In order to maintain these overseas possessions (and also to patrol the Nile) the Ptolemies retained a substantial navy (Van’t Dack 1977: 95-103). The Alexandrian poet Theokritos (17.86-92; admittedly a somewhat prejudiced source) praised Egypt’s ships and Ptolemy Il’s control of land, sea, and river. Like other Hellenistic kingdoms, Egypt ultimately participated in a late fourth century ‘‘arms race’’ to construct larger warships, the triremes of the Classical Greek world being supplemented and replaced by ships known as ‘‘fours,’’ ‘‘fives,’’ ‘‘sixes’’ and so on, up to ‘‘tens’’ (on a regular basis at least), the names deriving from the number of rowers on each oar (de Souza 2007a; 2007b).

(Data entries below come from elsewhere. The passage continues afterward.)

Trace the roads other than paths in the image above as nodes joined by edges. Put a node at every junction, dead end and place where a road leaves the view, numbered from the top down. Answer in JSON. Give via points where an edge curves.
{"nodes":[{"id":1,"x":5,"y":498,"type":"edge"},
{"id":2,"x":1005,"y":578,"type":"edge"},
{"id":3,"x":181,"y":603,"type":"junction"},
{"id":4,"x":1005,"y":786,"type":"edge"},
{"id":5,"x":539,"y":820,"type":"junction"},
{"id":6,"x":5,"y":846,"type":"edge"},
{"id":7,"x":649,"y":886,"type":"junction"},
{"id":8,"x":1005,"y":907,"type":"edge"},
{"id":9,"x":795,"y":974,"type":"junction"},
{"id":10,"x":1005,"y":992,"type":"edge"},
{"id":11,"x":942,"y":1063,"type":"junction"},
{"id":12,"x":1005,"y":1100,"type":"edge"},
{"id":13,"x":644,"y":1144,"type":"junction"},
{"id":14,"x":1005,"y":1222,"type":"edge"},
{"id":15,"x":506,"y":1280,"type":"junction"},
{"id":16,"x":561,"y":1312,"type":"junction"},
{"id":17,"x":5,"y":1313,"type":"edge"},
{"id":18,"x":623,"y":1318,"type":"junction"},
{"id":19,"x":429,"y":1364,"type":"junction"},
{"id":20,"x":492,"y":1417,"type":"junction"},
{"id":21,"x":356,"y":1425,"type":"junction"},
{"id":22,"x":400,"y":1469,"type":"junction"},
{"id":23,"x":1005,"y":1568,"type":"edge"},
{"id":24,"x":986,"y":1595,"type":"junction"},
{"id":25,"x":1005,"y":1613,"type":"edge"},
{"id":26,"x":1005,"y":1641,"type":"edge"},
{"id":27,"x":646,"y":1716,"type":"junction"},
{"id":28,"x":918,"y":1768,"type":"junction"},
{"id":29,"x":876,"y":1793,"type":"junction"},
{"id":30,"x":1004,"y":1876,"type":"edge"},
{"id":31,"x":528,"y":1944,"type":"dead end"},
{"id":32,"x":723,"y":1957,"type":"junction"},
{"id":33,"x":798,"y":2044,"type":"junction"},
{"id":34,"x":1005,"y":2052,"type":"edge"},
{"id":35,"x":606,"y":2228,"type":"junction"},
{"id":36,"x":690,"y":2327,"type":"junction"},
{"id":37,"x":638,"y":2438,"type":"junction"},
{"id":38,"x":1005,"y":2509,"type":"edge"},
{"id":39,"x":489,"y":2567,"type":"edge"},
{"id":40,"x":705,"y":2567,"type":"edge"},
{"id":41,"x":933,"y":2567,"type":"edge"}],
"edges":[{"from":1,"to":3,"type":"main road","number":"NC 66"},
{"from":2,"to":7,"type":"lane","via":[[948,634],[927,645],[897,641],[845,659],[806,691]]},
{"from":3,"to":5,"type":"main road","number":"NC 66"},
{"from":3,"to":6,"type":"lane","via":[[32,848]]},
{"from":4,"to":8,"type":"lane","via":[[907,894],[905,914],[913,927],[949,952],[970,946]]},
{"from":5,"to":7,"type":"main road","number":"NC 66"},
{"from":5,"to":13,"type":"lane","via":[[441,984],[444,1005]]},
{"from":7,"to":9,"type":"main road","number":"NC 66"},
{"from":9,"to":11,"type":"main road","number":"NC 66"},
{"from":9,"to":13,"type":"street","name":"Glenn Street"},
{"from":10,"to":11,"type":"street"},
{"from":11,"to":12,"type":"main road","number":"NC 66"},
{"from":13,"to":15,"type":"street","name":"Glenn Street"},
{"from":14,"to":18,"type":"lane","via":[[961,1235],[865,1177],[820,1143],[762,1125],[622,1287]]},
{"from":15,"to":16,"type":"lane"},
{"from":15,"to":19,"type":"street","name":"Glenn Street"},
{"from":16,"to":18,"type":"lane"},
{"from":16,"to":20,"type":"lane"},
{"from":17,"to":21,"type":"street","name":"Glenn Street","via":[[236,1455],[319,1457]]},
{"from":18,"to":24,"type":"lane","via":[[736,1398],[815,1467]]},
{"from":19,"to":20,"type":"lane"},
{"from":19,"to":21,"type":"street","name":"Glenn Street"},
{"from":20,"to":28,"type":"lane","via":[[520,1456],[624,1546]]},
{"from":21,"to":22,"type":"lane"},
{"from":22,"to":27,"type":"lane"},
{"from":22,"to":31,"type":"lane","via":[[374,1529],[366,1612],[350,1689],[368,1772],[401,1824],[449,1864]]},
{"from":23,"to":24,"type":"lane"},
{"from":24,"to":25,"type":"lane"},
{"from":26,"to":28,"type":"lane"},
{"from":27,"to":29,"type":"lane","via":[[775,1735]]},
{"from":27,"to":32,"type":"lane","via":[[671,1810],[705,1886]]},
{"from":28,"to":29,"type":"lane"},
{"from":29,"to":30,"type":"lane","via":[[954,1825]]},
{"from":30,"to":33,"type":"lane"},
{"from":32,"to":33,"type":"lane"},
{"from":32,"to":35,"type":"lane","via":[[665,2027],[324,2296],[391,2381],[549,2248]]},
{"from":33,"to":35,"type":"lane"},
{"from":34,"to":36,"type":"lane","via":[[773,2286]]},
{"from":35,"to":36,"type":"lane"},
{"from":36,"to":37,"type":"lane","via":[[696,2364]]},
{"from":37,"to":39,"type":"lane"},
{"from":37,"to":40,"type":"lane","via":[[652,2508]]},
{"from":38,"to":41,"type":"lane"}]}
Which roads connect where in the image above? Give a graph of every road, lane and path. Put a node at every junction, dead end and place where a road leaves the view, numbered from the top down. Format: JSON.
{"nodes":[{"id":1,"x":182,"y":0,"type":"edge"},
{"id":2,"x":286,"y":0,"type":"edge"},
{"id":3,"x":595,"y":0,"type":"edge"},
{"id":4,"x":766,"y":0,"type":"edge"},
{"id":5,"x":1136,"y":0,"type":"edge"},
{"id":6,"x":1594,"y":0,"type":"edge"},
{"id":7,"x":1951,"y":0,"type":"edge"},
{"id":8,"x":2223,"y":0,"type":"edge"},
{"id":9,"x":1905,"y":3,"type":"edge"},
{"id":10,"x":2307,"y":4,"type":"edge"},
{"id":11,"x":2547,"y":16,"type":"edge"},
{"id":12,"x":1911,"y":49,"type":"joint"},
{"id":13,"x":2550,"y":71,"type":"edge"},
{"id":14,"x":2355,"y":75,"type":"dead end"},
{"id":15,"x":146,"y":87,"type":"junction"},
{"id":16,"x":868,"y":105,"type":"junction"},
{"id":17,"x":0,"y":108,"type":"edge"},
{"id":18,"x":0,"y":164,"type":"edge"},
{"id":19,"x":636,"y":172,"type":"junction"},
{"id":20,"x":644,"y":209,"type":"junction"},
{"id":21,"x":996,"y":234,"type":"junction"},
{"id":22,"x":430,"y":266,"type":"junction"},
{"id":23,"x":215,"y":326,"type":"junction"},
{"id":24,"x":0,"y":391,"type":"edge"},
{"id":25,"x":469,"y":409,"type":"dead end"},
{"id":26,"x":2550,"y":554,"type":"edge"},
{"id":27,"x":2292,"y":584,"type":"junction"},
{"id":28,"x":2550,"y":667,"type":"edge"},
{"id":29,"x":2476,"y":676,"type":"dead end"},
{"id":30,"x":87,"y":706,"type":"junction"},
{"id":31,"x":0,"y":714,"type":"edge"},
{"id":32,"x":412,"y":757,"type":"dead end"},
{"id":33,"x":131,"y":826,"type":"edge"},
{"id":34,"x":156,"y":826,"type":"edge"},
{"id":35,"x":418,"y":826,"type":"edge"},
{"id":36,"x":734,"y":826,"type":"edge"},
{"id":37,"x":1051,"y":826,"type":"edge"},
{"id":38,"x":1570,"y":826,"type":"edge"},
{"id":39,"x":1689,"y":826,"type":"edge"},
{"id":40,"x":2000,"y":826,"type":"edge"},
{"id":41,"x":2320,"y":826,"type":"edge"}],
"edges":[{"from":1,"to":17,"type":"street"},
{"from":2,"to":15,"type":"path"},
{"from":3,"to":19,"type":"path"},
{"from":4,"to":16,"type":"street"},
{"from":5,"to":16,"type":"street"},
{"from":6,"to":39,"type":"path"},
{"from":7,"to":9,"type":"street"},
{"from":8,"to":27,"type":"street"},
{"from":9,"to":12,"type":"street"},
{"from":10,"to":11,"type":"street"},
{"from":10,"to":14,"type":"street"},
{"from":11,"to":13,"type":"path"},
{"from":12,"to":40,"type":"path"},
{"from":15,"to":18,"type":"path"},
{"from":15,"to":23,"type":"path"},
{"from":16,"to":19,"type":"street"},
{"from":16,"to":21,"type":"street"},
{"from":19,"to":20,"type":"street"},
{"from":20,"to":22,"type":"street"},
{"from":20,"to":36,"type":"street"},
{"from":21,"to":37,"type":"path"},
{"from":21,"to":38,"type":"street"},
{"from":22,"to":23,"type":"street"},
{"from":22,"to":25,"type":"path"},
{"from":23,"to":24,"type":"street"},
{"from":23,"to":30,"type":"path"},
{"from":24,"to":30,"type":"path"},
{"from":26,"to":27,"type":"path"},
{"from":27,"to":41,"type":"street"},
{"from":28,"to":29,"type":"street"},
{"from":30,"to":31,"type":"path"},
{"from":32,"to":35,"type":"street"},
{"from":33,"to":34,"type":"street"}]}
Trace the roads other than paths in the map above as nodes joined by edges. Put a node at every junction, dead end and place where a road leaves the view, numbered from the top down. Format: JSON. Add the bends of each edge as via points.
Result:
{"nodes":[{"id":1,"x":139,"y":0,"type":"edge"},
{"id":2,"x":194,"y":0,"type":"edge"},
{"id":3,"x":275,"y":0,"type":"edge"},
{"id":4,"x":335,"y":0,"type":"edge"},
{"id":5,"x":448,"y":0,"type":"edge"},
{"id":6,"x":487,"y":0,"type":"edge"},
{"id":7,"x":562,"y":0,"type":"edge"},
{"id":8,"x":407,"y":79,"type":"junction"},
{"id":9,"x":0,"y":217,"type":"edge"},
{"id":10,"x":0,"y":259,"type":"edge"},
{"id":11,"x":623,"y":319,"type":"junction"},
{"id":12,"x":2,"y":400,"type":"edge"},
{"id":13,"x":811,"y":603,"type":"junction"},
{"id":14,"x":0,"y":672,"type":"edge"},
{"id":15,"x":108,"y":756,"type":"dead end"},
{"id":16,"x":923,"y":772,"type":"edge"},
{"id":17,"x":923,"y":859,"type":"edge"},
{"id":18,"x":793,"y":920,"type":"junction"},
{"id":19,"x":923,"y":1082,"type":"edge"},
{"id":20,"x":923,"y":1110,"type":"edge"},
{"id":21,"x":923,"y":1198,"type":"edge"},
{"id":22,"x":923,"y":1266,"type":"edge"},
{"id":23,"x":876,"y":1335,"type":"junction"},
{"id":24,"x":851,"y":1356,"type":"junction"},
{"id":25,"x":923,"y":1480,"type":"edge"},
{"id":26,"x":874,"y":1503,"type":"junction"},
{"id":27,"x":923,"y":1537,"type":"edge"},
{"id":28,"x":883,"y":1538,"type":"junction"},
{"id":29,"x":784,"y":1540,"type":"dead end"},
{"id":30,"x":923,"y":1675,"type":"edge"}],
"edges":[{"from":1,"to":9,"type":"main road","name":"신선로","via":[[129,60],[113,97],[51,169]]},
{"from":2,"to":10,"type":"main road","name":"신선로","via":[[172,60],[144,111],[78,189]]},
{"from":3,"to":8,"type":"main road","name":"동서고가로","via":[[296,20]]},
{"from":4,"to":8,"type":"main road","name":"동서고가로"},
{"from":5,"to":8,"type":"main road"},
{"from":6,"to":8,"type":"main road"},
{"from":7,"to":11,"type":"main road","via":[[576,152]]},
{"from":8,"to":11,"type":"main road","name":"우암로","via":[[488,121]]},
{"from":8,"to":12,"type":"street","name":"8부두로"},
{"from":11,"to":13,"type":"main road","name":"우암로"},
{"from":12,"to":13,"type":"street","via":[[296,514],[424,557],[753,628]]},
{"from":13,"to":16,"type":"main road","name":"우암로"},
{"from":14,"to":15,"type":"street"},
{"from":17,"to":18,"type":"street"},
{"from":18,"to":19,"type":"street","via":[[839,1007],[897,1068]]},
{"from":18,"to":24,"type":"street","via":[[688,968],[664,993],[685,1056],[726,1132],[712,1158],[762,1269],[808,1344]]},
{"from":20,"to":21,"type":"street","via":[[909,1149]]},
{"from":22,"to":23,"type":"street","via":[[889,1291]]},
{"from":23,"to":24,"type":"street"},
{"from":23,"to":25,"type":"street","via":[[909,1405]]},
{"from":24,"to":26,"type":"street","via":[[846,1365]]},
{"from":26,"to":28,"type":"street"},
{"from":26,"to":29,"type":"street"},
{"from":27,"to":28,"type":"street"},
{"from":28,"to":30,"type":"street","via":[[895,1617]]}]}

However, at the naval battle off Salamis (Cyprus) in 306 bc, Demetrios, Ptolemy I’s opponent, appears to have had larger ships than the Egyptians. Diodoros (20.49-52), providing the most detailed account of a Ptolemaic naval battle, records that Ptolemy had 140 ships in the battle itself, all ‘‘fives’’ and ‘‘fours,’’ with another 60 blockaded in Salamis. Demetrios’ fleet, perhaps somewhat smaller in numbers, nevertheless included a number of‘‘sevens’’ and ‘‘sixes.’’ The battle itself had some similarities to a contemporary land battle, with the centers fixing one another and each leader strengthening his left flank in an attempt to make a decisive breakthrough. Each left flank routed the opposing right, but Demetrios was more effective in exploiting the breakthrough to strike the Egyptian center, and so Ptolemy was defeated and withdrew. While each fleet’s tactics included ramming, the extensive use of artillery, lighter missile weapons, and boarding tactics recorded by Diodoros emphasize further similarities to contemporary land warfare.
Given the cost of building ships with imported timber and the number of rowers required (recruited from the Aegean, Asia Minor, and Phoenicia, as well as Egypt itself), a fleet of this size was a major undertaking. As Egyptian control of overseas territories diminished through the third century bc and later, the fleet diminished in importance (Van’t Dack 1977: 100-3). However, even at the time of Caesar’s war against Pompey and the subsequent Alexandrian War Egypt was a significant naval power, able to equip and man large numbers of ships (Van’t Dack 1977: 102-3, with refs.). Plutarch (Antony 56.1) records that Kleopatra VII provided 200 ships for Antony’s fleet at Actium in 31 bc, although these included cargo ships.